**Aim of the exercise**
Word for word, please restate each record and pass over the pictures.
· · · · · · ·
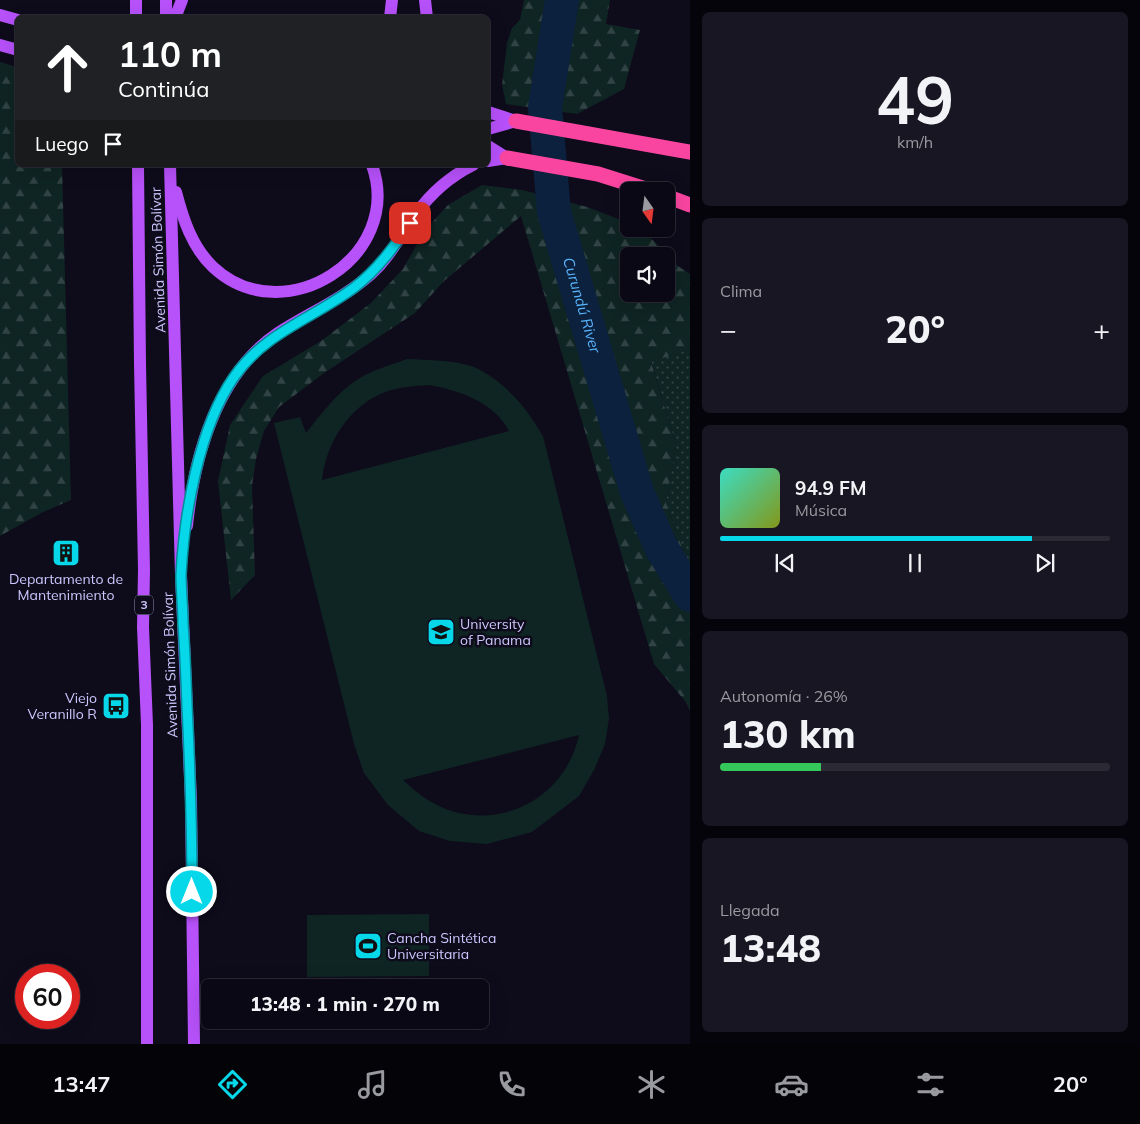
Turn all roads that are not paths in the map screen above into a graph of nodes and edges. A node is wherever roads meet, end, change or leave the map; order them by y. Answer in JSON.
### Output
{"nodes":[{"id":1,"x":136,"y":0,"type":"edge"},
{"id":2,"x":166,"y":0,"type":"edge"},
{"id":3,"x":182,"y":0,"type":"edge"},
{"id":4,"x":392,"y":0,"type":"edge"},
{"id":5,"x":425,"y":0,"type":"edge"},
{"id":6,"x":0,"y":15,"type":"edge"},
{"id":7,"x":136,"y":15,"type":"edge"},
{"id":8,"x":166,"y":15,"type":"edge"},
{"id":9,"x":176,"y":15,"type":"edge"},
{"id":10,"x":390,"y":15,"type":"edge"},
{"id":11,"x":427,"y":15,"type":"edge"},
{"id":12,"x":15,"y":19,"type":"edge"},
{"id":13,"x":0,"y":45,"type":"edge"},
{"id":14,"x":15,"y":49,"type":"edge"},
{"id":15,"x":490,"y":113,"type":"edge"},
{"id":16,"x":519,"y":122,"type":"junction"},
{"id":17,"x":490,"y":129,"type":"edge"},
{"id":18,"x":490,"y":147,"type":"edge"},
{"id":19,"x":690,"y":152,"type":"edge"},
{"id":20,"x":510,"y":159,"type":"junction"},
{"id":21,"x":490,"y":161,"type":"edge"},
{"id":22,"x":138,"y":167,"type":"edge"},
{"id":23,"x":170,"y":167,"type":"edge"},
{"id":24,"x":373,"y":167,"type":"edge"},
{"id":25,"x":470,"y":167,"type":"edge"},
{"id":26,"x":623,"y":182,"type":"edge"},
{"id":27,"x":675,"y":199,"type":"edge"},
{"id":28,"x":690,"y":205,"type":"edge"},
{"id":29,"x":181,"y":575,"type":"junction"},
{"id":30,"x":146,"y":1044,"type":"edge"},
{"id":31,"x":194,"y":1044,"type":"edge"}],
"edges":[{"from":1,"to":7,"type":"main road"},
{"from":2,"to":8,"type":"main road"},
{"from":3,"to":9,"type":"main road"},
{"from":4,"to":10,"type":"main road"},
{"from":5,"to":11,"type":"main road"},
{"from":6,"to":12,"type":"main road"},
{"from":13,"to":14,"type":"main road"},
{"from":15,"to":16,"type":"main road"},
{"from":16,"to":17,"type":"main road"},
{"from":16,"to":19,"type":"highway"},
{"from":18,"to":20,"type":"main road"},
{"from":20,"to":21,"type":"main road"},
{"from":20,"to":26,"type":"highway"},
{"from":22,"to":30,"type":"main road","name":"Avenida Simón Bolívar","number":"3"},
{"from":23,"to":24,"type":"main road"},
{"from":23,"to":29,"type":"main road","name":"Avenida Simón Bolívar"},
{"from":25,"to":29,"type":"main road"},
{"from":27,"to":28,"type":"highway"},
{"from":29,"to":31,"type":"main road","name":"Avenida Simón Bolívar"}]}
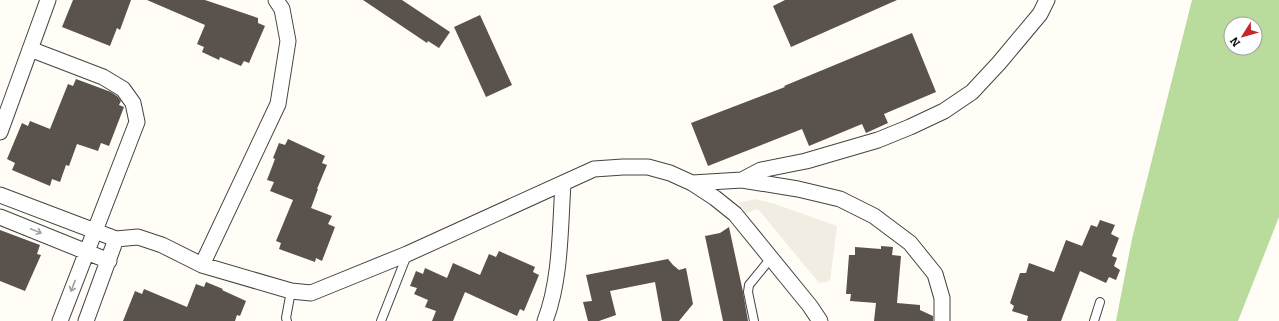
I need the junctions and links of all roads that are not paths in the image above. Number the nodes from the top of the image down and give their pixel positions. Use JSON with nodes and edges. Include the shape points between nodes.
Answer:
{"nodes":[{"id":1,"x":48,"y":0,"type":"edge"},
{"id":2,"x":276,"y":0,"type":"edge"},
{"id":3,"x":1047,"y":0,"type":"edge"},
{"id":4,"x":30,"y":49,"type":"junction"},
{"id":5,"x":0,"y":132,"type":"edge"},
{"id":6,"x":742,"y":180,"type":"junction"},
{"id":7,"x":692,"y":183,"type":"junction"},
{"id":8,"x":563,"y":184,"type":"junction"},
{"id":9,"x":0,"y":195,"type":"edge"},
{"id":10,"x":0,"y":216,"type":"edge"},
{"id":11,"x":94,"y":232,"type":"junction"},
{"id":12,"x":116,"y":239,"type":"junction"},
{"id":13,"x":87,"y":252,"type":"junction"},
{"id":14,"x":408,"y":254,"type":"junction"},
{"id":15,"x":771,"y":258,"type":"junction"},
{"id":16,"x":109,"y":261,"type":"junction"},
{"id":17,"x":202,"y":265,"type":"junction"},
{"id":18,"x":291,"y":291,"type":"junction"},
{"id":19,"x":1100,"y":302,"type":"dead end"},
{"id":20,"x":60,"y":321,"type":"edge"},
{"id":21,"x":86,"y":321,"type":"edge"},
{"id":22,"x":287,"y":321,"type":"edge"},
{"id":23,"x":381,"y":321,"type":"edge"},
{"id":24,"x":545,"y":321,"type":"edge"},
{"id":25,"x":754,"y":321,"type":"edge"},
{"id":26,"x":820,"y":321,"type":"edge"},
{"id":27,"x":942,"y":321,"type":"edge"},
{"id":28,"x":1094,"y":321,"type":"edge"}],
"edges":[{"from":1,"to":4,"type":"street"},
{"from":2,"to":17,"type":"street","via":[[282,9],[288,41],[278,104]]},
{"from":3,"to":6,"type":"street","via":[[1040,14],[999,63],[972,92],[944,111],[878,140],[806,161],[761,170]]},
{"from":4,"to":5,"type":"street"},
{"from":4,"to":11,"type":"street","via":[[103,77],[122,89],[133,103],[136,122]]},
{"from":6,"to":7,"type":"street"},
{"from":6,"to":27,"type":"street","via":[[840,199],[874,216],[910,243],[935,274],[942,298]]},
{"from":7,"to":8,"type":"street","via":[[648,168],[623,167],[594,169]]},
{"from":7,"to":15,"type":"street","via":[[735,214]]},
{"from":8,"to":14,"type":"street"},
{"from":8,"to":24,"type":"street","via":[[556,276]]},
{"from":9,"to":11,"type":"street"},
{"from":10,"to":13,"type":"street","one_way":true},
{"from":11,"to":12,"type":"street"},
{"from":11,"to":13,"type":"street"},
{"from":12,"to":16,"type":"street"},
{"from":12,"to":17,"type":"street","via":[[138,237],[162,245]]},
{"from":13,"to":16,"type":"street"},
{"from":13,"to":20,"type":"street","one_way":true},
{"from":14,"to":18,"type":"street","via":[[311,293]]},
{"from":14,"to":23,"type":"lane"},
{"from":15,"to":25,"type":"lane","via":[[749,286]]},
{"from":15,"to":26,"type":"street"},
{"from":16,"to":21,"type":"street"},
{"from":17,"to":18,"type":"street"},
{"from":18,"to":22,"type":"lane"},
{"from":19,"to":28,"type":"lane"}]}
· · · · · · ·
**Your solution**
Turn all roads that are not paths in the map screen above into a graph of nodes and edges. A node is wherever roads meet, end, change or leave the map; order them by y. Answer in JSON.
### Output
{"nodes":[{"id":1,"x":136,"y":0,"type":"edge"},
{"id":2,"x":166,"y":0,"type":"edge"},
{"id":3,"x":182,"y":0,"type":"edge"},
{"id":4,"x":392,"y":0,"type":"edge"},
{"id":5,"x":425,"y":0,"type":"edge"},
{"id":6,"x":0,"y":15,"type":"edge"},
{"id":7,"x":136,"y":15,"type":"edge"},
{"id":8,"x":166,"y":15,"type":"edge"},
{"id":9,"x":176,"y":15,"type":"edge"},
{"id":10,"x":390,"y":15,"type":"edge"},
{"id":11,"x":427,"y":15,"type":"edge"},
{"id":12,"x":15,"y":19,"type":"edge"},
{"id":13,"x":0,"y":45,"type":"edge"},
{"id":14,"x":15,"y":49,"type":"edge"},
{"id":15,"x":490,"y":113,"type":"edge"},
{"id":16,"x":519,"y":122,"type":"junction"},
{"id":17,"x":490,"y":129,"type":"edge"},
{"id":18,"x":490,"y":147,"type":"edge"},
{"id":19,"x":690,"y":152,"type":"edge"},
{"id":20,"x":510,"y":159,"type":"junction"},
{"id":21,"x":490,"y":161,"type":"edge"},
{"id":22,"x":138,"y":167,"type":"edge"},
{"id":23,"x":170,"y":167,"type":"edge"},
{"id":24,"x":373,"y":167,"type":"edge"},
{"id":25,"x":470,"y":167,"type":"edge"},
{"id":26,"x":623,"y":182,"type":"edge"},
{"id":27,"x":675,"y":199,"type":"edge"},
{"id":28,"x":690,"y":205,"type":"edge"},
{"id":29,"x":181,"y":575,"type":"junction"},
{"id":30,"x":146,"y":1044,"type":"edge"},
{"id":31,"x":194,"y":1044,"type":"edge"}],
"edges":[{"from":1,"to":7,"type":"main road"},
{"from":2,"to":8,"type":"main road"},
{"from":3,"to":9,"type":"main road"},
{"from":4,"to":10,"type":"main road"},
{"from":5,"to":11,"type":"main road"},
{"from":6,"to":12,"type":"main road"},
{"from":13,"to":14,"type":"main road"},
{"from":15,"to":16,"type":"main road"},
{"from":16,"to":17,"type":"main road"},
{"from":16,"to":19,"type":"highway"},
{"from":18,"to":20,"type":"main road"},
{"from":20,"to":21,"type":"main road"},
{"from":20,"to":26,"type":"highway"},
{"from":22,"to":30,"type":"main road","name":"Avenida Simón Bolívar","number":"3"},
{"from":23,"to":24,"type":"main road"},
{"from":23,"to":29,"type":"main road","name":"Avenida Simón Bolívar"},
{"from":25,"to":29,"type":"main road"},
{"from":27,"to":28,"type":"highway"},
{"from":29,"to":31,"type":"main road","name":"Avenida Simón Bolívar"}]}
I need the junctions and links of all roads that are not paths in the image above. Number the nodes from the top of the image down and give their pixel positions. Use JSON with nodes and edges. Include the shape points between nodes.
Answer:
{"nodes":[{"id":1,"x":48,"y":0,"type":"edge"},
{"id":2,"x":276,"y":0,"type":"edge"},
{"id":3,"x":1047,"y":0,"type":"edge"},
{"id":4,"x":30,"y":49,"type":"junction"},
{"id":5,"x":0,"y":132,"type":"edge"},
{"id":6,"x":742,"y":180,"type":"junction"},
{"id":7,"x":692,"y":183,"type":"junction"},
{"id":8,"x":563,"y":184,"type":"junction"},
{"id":9,"x":0,"y":195,"type":"edge"},
{"id":10,"x":0,"y":216,"type":"edge"},
{"id":11,"x":94,"y":232,"type":"junction"},
{"id":12,"x":116,"y":239,"type":"junction"},
{"id":13,"x":87,"y":252,"type":"junction"},
{"id":14,"x":408,"y":254,"type":"junction"},
{"id":15,"x":771,"y":258,"type":"junction"},
{"id":16,"x":109,"y":261,"type":"junction"},
{"id":17,"x":202,"y":265,"type":"junction"},
{"id":18,"x":291,"y":291,"type":"junction"},
{"id":19,"x":1100,"y":302,"type":"dead end"},
{"id":20,"x":60,"y":321,"type":"edge"},
{"id":21,"x":86,"y":321,"type":"edge"},
{"id":22,"x":287,"y":321,"type":"edge"},
{"id":23,"x":381,"y":321,"type":"edge"},
{"id":24,"x":545,"y":321,"type":"edge"},
{"id":25,"x":754,"y":321,"type":"edge"},
{"id":26,"x":820,"y":321,"type":"edge"},
{"id":27,"x":942,"y":321,"type":"edge"},
{"id":28,"x":1094,"y":321,"type":"edge"}],
"edges":[{"from":1,"to":4,"type":"street"},
{"from":2,"to":17,"type":"street","via":[[282,9],[288,41],[278,104]]},
{"from":3,"to":6,"type":"street","via":[[1040,14],[999,63],[972,92],[944,111],[878,140],[806,161],[761,170]]},
{"from":4,"to":5,"type":"street"},
{"from":4,"to":11,"type":"street","via":[[103,77],[122,89],[133,103],[136,122]]},
{"from":6,"to":7,"type":"street"},
{"from":6,"to":27,"type":"street","via":[[840,199],[874,216],[910,243],[935,274],[942,298]]},
{"from":7,"to":8,"type":"street","via":[[648,168],[623,167],[594,169]]},
{"from":7,"to":15,"type":"street","via":[[735,214]]},
{"from":8,"to":14,"type":"street"},
{"from":8,"to":24,"type":"street","via":[[556,276]]},
{"from":9,"to":11,"type":"street"},
{"from":10,"to":13,"type":"street","one_way":true},
{"from":11,"to":12,"type":"street"},
{"from":11,"to":13,"type":"street"},
{"from":12,"to":16,"type":"street"},
{"from":12,"to":17,"type":"street","via":[[138,237],[162,245]]},
{"from":13,"to":16,"type":"street"},
{"from":13,"to":20,"type":"street","one_way":true},
{"from":14,"to":18,"type":"street","via":[[311,293]]},
{"from":14,"to":23,"type":"lane"},
{"from":15,"to":25,"type":"lane","via":[[749,286]]},
{"from":15,"to":26,"type":"street"},
{"from":16,"to":21,"type":"street"},
{"from":17,"to":18,"type":"street"},
{"from":18,"to":22,"type":"lane"},
{"from":19,"to":28,"type":"lane"}]}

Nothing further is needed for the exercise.